Excerpts from a dataset:
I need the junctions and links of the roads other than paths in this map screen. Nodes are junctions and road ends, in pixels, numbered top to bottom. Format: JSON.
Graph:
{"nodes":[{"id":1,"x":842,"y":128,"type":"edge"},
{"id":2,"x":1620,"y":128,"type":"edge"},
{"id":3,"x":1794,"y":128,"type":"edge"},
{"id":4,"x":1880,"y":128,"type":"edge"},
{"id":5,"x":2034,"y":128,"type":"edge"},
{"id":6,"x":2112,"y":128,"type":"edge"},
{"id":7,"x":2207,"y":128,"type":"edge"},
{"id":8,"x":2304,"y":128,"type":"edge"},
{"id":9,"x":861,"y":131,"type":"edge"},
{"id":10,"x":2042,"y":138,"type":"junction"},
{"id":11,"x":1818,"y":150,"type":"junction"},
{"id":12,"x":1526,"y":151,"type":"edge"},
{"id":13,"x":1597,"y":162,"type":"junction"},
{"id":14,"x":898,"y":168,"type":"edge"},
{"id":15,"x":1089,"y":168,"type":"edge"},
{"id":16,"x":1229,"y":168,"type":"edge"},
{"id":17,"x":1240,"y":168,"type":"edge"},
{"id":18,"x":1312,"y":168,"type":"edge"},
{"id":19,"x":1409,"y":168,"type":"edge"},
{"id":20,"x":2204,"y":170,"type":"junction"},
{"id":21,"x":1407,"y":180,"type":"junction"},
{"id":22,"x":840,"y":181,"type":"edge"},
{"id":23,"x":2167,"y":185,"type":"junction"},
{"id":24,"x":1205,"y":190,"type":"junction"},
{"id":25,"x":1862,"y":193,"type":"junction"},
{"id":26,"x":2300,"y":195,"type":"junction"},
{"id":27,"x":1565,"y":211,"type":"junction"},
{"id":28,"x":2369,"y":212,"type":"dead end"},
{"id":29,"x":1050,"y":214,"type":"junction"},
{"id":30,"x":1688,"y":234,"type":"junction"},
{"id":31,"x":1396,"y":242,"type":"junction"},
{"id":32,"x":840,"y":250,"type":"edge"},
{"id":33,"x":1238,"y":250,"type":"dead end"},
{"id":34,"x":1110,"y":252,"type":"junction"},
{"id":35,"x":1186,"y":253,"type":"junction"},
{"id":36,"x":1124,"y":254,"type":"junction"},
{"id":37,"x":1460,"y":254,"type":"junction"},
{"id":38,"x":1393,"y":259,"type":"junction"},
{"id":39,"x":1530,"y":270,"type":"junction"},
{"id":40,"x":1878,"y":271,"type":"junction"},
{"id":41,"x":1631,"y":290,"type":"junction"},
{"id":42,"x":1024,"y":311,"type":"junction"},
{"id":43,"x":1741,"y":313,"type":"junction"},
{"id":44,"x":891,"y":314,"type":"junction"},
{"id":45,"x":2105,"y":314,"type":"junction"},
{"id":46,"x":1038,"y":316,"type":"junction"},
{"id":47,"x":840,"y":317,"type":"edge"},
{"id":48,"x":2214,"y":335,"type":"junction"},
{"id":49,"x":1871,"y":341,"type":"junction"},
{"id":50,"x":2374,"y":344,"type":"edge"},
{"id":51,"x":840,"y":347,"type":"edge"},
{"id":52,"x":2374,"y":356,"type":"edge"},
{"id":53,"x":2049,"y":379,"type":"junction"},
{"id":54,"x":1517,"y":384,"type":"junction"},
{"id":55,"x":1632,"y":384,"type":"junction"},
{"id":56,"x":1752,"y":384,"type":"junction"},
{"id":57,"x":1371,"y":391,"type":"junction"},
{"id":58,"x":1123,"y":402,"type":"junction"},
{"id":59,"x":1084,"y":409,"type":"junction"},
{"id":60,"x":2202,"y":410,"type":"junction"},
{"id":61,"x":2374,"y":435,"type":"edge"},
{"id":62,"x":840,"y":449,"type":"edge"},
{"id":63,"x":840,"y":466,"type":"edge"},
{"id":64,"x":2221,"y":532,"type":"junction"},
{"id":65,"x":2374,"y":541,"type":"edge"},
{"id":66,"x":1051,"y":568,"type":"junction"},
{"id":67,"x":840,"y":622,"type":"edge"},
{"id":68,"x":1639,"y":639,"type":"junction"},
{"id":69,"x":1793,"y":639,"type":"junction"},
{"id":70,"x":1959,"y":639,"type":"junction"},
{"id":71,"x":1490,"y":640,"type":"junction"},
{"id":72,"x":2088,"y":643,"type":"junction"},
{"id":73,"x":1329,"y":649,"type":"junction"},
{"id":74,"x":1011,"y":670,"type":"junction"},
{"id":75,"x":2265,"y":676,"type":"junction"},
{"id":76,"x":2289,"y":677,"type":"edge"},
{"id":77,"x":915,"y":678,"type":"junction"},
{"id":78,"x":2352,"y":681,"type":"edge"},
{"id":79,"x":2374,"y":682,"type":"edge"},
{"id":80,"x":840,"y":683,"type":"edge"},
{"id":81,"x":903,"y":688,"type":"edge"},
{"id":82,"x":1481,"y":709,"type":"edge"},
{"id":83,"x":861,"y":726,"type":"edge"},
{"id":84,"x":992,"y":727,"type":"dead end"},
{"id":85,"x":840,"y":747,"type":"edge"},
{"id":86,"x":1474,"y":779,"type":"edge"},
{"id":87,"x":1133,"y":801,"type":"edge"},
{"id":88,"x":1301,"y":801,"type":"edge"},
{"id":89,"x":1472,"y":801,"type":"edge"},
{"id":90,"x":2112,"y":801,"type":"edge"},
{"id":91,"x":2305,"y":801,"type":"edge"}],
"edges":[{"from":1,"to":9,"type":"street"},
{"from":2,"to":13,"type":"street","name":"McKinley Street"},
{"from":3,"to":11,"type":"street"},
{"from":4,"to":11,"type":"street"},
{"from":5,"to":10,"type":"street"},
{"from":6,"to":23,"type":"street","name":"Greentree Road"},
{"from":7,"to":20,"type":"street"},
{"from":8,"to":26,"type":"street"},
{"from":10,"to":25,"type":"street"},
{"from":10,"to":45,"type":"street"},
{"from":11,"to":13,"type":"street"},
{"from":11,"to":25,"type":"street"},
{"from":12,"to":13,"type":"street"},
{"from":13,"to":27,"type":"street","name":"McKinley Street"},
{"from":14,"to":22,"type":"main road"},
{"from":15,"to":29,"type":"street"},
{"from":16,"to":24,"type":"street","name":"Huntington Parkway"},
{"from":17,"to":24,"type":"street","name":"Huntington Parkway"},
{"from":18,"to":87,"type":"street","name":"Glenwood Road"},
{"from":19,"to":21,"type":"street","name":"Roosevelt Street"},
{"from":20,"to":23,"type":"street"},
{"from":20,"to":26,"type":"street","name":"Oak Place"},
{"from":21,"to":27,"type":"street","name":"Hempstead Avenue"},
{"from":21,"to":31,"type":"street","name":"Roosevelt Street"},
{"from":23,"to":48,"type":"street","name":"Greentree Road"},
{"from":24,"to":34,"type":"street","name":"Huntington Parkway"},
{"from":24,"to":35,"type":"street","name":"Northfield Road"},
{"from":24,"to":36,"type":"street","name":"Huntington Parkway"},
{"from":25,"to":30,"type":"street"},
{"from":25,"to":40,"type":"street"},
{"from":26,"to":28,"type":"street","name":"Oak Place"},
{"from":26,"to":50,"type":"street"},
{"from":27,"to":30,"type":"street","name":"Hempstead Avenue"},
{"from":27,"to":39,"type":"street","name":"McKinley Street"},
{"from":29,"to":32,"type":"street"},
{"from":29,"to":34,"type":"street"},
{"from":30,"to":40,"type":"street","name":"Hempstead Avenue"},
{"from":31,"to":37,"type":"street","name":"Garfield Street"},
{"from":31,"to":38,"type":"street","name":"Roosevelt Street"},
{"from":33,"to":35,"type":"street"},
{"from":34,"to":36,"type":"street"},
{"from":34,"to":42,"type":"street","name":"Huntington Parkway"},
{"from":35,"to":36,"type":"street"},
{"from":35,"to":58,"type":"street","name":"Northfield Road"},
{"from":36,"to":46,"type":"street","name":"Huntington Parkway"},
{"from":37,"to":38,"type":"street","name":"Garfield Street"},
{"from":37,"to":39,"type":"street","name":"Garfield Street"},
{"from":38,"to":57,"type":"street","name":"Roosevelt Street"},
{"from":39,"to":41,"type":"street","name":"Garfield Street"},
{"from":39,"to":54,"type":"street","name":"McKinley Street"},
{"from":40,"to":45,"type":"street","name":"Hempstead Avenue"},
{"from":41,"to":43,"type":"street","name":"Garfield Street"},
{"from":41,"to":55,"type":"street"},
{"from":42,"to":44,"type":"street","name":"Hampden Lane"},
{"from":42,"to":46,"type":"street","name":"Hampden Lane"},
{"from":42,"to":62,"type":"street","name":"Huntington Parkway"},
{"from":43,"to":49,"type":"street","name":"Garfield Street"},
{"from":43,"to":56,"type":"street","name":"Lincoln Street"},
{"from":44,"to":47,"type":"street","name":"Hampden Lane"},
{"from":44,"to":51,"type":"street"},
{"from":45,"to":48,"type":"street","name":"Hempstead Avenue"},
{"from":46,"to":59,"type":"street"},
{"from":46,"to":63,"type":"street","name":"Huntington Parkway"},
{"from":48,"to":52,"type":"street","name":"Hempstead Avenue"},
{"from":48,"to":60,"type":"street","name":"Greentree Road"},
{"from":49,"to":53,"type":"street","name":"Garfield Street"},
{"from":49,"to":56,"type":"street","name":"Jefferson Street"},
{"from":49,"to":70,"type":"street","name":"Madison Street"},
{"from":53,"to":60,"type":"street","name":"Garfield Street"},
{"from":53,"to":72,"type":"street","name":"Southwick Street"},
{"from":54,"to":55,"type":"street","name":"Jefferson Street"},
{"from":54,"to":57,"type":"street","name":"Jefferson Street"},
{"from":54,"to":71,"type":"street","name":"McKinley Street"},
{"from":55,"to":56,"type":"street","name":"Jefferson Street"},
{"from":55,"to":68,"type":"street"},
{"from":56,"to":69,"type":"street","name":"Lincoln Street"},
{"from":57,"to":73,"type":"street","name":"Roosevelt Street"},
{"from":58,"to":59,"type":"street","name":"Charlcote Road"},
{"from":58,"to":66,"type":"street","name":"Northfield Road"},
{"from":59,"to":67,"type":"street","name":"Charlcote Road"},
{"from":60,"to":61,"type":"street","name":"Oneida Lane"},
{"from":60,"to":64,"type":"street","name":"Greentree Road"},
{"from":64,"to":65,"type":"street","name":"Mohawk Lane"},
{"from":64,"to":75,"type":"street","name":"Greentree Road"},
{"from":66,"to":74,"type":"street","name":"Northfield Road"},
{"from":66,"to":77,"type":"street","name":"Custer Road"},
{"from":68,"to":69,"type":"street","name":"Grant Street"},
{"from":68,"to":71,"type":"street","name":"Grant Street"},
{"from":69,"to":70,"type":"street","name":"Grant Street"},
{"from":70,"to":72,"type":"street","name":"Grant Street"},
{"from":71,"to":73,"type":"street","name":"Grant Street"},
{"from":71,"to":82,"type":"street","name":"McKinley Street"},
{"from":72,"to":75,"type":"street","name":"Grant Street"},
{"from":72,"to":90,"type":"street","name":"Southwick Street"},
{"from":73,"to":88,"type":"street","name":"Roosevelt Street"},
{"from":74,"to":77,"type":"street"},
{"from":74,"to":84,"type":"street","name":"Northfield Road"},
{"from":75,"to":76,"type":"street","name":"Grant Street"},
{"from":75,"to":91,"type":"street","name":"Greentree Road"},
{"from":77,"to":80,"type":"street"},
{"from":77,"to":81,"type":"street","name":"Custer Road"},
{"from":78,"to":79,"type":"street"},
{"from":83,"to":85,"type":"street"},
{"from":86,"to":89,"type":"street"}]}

§ **Problem description**: Which lines hold the word "Hampden"? Copy each of them from the records.

§ **Response area**:
{"from":42,"to":44,"type":"street","name":"Hampden Lane"},
{"from":42,"to":46,"type":"street","name":"Hampden Lane"},
{"from":44,"to":47,"type":"street","name":"Hampden Lane"},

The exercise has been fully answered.